There are many competitions which ultimately boil down to the contestants having to make presentations to a jury. Judges of the numerous bschool competitions around are often so underprepared that they rarely take time to understand the case/topic statement and instead go by their assessment of the efforts/understanding of the candidate. Few try to reward output instead of inputs. While those working in industry often demand short slides/sticking to the point, academics just love tonnes of references/exotic frameworks and making things as complicated as possible.
I'm sure that I lost atleast 2 competitions this year only because there was little work done on decorating the slides. While I do not deny the importance of that(indeed thats an important takeaway), it sometimes make me wonder whether form trumps substance.
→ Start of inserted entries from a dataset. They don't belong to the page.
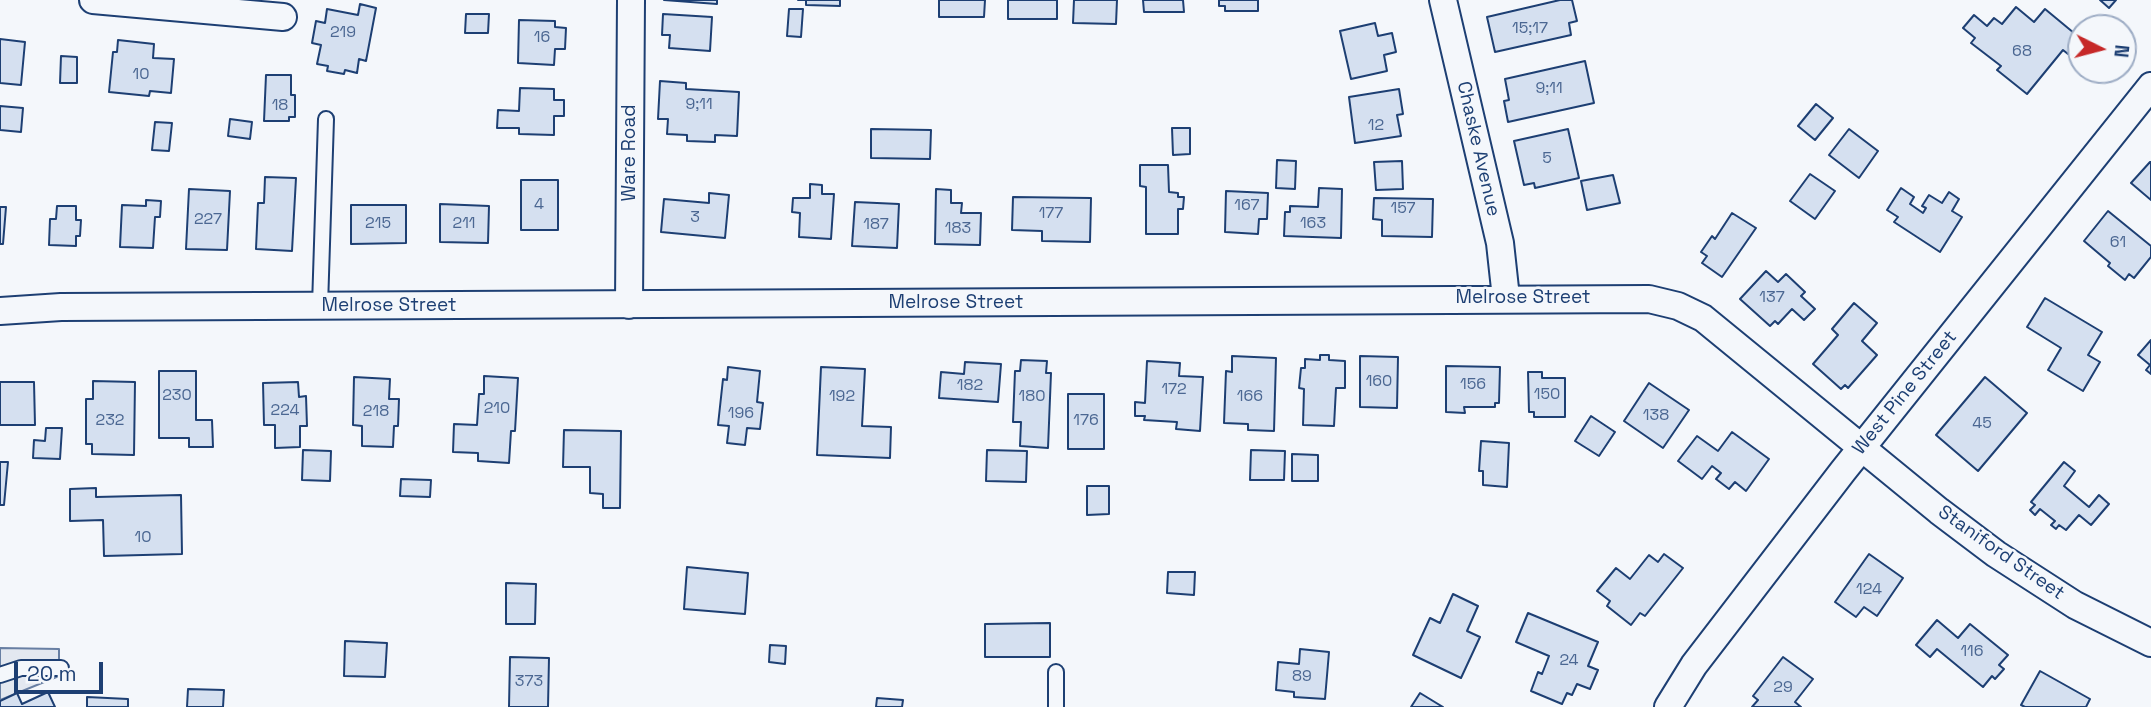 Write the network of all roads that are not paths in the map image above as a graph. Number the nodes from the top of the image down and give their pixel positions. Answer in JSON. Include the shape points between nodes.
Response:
{"nodes":[{"id":1,"x":93,"y":0,"type":"edge"},
{"id":2,"x":631,"y":0,"type":"edge"},
{"id":3,"x":1443,"y":0,"type":"edge"},
{"id":4,"x":283,"y":17,"type":"dead end"},
{"id":5,"x":2151,"y":86,"type":"edge"},
{"id":6,"x":326,"y":119,"type":"dead end"},
{"id":7,"x":1506,"y":298,"type":"junction"},
{"id":8,"x":629,"y":305,"type":"junction"},
{"id":9,"x":320,"y":306,"type":"junction"},
{"id":10,"x":0,"y":311,"type":"edge"},
{"id":11,"x":1862,"y":447,"type":"junction"},
{"id":12,"x":2151,"y":643,"type":"edge"},
{"id":13,"x":61,"y":668,"type":"dead end"},
{"id":14,"x":1056,"y":672,"type":"dead end"},
{"id":15,"x":0,"y":675,"type":"edge"},
{"id":16,"x":1056,"y":707,"type":"edge"},
{"id":17,"x":1668,"y":707,"type":"edge"}],
"edges":[{"from":1,"to":4,"type":"street"},
{"from":2,"to":8,"type":"street","name":"Ware Road"},
{"from":3,"to":7,"type":"street","name":"Chaske Avenue","via":[[1500,243]]},
{"from":5,"to":11,"type":"street","name":"West Pine Street"},
{"from":6,"to":9,"type":"lane"},
{"from":7,"to":8,"type":"street","name":"Melrose Street"},
{"from":7,"to":11,"type":"street","name":"Melrose Street","via":[[1641,298],[1678,306],[1715,327]]},
{"from":8,"to":9,"type":"street","name":"Melrose Street"},
{"from":9,"to":10,"type":"street","name":"Melrose Street"},
{"from":11,"to":12,"type":"street","name":"Staniford Street","via":[[1996,554],[2075,605]]},
{"from":11,"to":17,"type":"street","name":"West Pine Street","via":[[1694,665]]},
{"from":13,"to":15,"type":"lane","via":[[21,668]]},
{"from":14,"to":16,"type":"lane"}]}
When judges must make decisions based on short periods of 15-20min presentations, their gut feeling may often be suppressed by their urge to seem fair and reward those teams who put the most visible efforts(as evident from the slide artwork/complexity), even if the final output in terms of analytic rigour/novelty was not as good. But lest anyone misunderstand, I refer to simplicity in presentation, not in background work/analytical rigour.
Ironically, the real world rewards simplicity. For example
- VCs/PEs follow the approach of backing the team behind the idea rather than spreadsheet based investing approach
- Charlie Munger is famous for using a few time tested heuristics to invest, rather than use complicated DCF models
- Even for apparently complex investment banking models,there are a host of simplifying assumptions listed on a spreadsheet, which flow through the model and permit easy modification.
- Corporate Finance trends are that dashboards(with those vital few stats) are being generated, and the number of MIS reports sent are being slashed, with expert DSS allowing on-demand analysis.
- Unilever recently moved to the '3+1' performance system model with everyone from the CEO downwards having just 3 business goals and 1 development goal. This allows for better focus.